There will always be more emails, your house will never be clean enough, your work will never be meaningful enough, and no matter how many “productivity hacks” you subscribe to, the situation at hand can never be mastered.
And even on days where you feel highly productive, every day starts a new cycle of productivity debt that, at best, can be brought back down to 0. But most days we aren’t perfectly productive, so the debt grows day after day, week after week, leading to those inevitable feelings of being overwhelmed.
“We produce against the feelings of lack” - Byung-Chul Han
Where do your feelings of lack come from? Mine come from the feeling of needing financial security. Of wanting to provide for my family. Of needing to feel like there is some deep meaning to the work I do every day.
And I measure my mastery of this lack in dollars. In likes on social media.
I measure it in dopamine.
Because in modern society, dopamine is the antidote to lack. No wonder escapism like “brain rot” has become so popular. It’s a way to get those dopamine hits without running on the hamster wheel of productivity.

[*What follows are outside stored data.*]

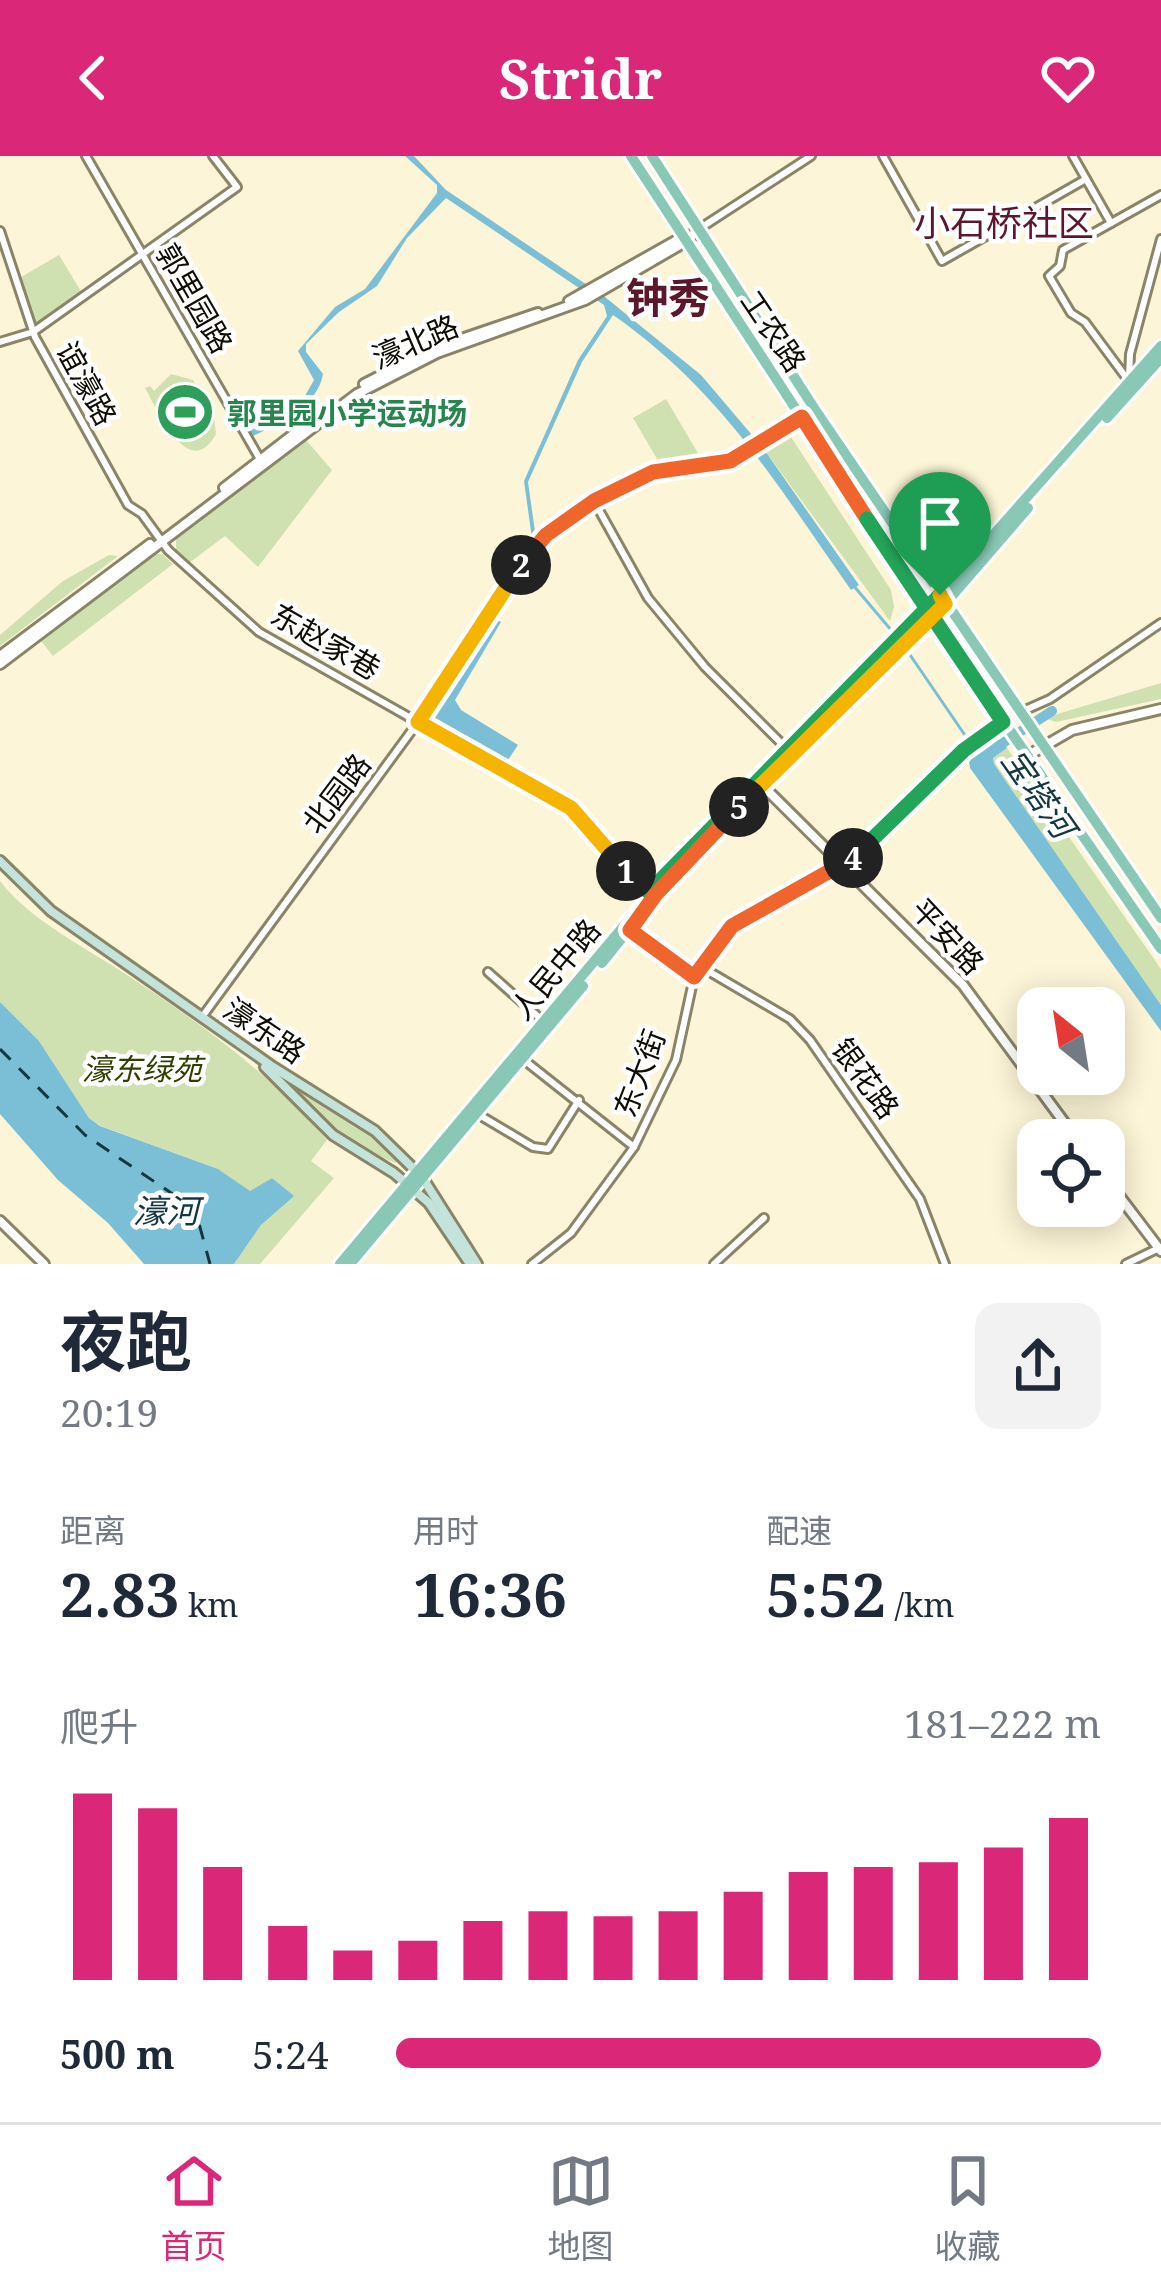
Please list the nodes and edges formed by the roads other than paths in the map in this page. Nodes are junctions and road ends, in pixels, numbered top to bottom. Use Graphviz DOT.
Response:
graph roads {
  1 [pos="86,156"];
  2 [pos="213,156"];
  3 [pos="631,156"];
  4 [pos="652,156"];
  5 [pos="811,156"];
  6 [pos="883,156"];
  7 [pos="1073,156"];
  8 [pos="1086,179"];
  9 [pos="1160,198"];
  10 [pos="1111,223"];
  11 [pos="699,230"];
  12 [pos="0,231"];
  13 [pos="684,239"];
  14 [pos="1161,239"];
  15 [pos="141,253"];
  16 [pos="33,332"];
  17 [pos="0,342"];
  18 [pos="1161,346"];
  19 [pos="1161,358"];
  20 [pos="1132,384"];
  21 [pos="802,417"];
  22 [pos="262,461"];
  23 [pos="594,501"];
  24 [pos="160,539"];
  25 [pos="942,600"];
  26 [pos="929,613"];
  27 [pos="1161,623"];
  28 [pos="894,648"];
  29 [pos="0,660"];
  30 [pos="1161,710"];
  31 [pos="1022,715"];
  32 [pos="418,722"];
  33 [pos="1005,724"];
  34 [pos="1041,745"];
  35 [pos="788,749"];
  36 [pos="1027,756"];
  37 [pos="761,784"];
  38 [pos="0,865"];
  39 [pos="846,865"];
  40 [pos="649,892"];
  41 [pos="1161,919"];
  42 [pos="630,930"];
  43 [pos="1161,949"];
  44 [pos="698,965"];
  45 [pos="488,973"];
  46 [pos="694,977"];
  47 [pos="202,1017"];
  48 [pos="543,1021"];
  49 [pos="521,1059"];
  50 [pos="579,1100"];
  51 [pos="476,1112"];
  52 [pos="1062,1119"];
  53 [pos="634,1147"];
  54 [pos="419,1174"];
  55 [pos="409,1185"];
  56 [pos="1125,1203"];
  57 [pos="764,1219"];
  58 [pos="0,1221"];
  59 [pos="1160,1249"];
  60 [pos="44,1264"];
  61 [pos="340,1264"];
  62 [pos="350,1264"];
  63 [pos="474,1264"];
  64 [pos="532,1264"];
  65 [pos="714,1264"];
  66 [pos="944,1264"];
  67 [pos="1126,1264"];
  1 -- 15 [label="street, 郭里园路"];
  2 -- 15 [label="street"];
  3 -- 13 [label="main road, 工农路"];
  4 -- 11 [label="main road, 工农路"];
  5 -- 11 [label="street, 濠北路"];
  6 -- 8 [label="street"];
  7 -- 8 [label="street"];
  8 -- 10 [label="street"];
  9 -- 10 [label="street"];
  10 -- 20 [label="street"];
  11 -- 13 [label="street, 濠北路"];
  11 -- 25 [label="main road, 工农路"];
  12 -- 16 [label="street, 谊濠路"];
  13 -- 21 [label="main road, 工农路"];
  13 -- 22 [label="street, 濠北路"];
  14 -- 20 [label="street"];
  15 -- 16 [label="street"];
  15 -- 22 [label="street, 郭里园路"];
  16 -- 17 [label="street"];
  16 -- 24 [label="street, 谊濠路"];
  18 -- 20 [label="main road, 人民中路"];
  19 -- 20 [label="main road, 人民中路"];
  20 -- 25 [label="main road, 人民中路"];
  21 -- 23 [label="street, 北园路"];
  21 -- 26 [label="main road, 工农路"];
  22 -- 24 [label="street, 濠北路"];
  23 -- 32 [label="street, 北园路"];
  23 -- 35 [label="street"];
  24 -- 29 [label="street, 濠北路"];
  24 -- 32 [label="street, 东赵家巷"];
  25 -- 26 [label="main road, 人民中路"];
  25 -- 31 [label="main road, 工农路"];
  26 -- 28 [label="main road, 人民中路"];
  26 -- 33 [label="main road, 工农路"];
  27 -- 31 [label="street"];
  28 -- 35 [label="main road, 人民中路"];
  28 -- 37 [label="main road, 人民中路"];
  30 -- 34 [label="street"];
  31 -- 34 [label="main road, 工农路"];
  32 -- 40 [label="street, 东赵家巷"];
  32 -- 47 [label="street, 北园路"];
  33 -- 36 [label="main road, 工农路"];
  33 -- 39 [label="street, 东大街"];
  34 -- 36 [label="street"];
  34 -- 41 [label="main road, 工农路"];
  35 -- 40 [label="main road, 人民中路"];
  36 -- 43 [label="main road, 工农路"];
  37 -- 39 [label="street, 平安路"];
  37 -- 42 [label="main road, 人民中路"];
  38 -- 47 [label="main road, 濠东路"];
  38 -- 55 [label="main road, 濠东路"];
  39 -- 44 [label="street, 东大街"];
  39 -- 52 [label="street, 平安路"];
  40 -- 48 [label="main road, 人民中路"];
  42 -- 46 [label="street"];
  42 -- 49 [label="main road, 人民中路"];
  44 -- 46 [label="street, 东大街"];
  44 -- 66 [label="street, 银花路"];
  45 -- 48 [label="street"];
  46 -- 53 [label="street, 东大街"];
  47 -- 54 [label="main road, 濠东路"];
  48 -- 54 [label="main road, 人民中路"];
  49 -- 50 [label="street"];
  49 -- 51 [label="main road, 人民中路"];
  50 -- 51 [label="street"];
  50 -- 53 [label="street"];
  51 -- 54 [label="main road, 人民中路"];
  53 -- 64 [label="street, 东大街"];
  54 -- 55 [label="main road, 人民中路"];
  54 -- 63 [label="main road, 濠东路"];
  55 -- 61 [label="main road, 人民中路"];
  55 -- 62 [label="main road, 人民中路"];
  55 -- 63 [label="main road, 濠东路"];
  56 -- 59 [label="street"];
  57 -- 65 [label="street"];
  58 -- 60 [label="street"];
  59 -- 67 [label="street"];
}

Chasing dopamine is a zero-sum game
We chase dopamine because our brains are wired to. Without dopamine, we would never set goals or have curiosity. Dopamine makes you curious about ideas and fuels the search for information.
But when our goal is a nebulous feeling of satiety - an impossible feeling of “enough” - we will never reach it. So we continue searching, chasing those hits of dopamine along the way to tell us we are on the right track.
Every day starts a new cycle of dopamine chasing. An ill-fated attempt to hack away at our productivity debt. Yet the debt grows day by day, and the search for dopamine continues.
So what can I do?
If I had the answer to that I would sell it as a class and get rich. My “How to Stop Feeling Burned Out” course would be a huge hit and every productivity junkie would take it and instantly feel better.
See? Even when I write about this issue I find myself fantasizing about doing more.
The weird truth about all of this is that overcoming a feeling of lack means you have to accept that there is some inherent meaningless to work. There is some inherent meaningless to life. There is no destination.
Living your life in debt means you will always be holding your own happiness hostage. The same thoughts that make us high achievers in school - “I will allow X as soon as I accomplish Y” - make us unhappy adults. “I can have a snack as soon as I clean my room” turns into “I will allow myself a vacation as soon as I finish this project.”
I am sorry I can’t offer many solutions yet. I am still sorting them out myself.
Maybe the best we can do is to recognize we are on the hamster wheel, and it is our choice to keep running.
Just yesterday I caught myself negotiating with... myself: "You can watch that show after you finish these three more tasks." and then it turned into 8. UGH.
I just need to win the darn lotto Carly.
Number of connections, number of likes, number of followers, number of posts. Guess which one of these will not be in your obituary?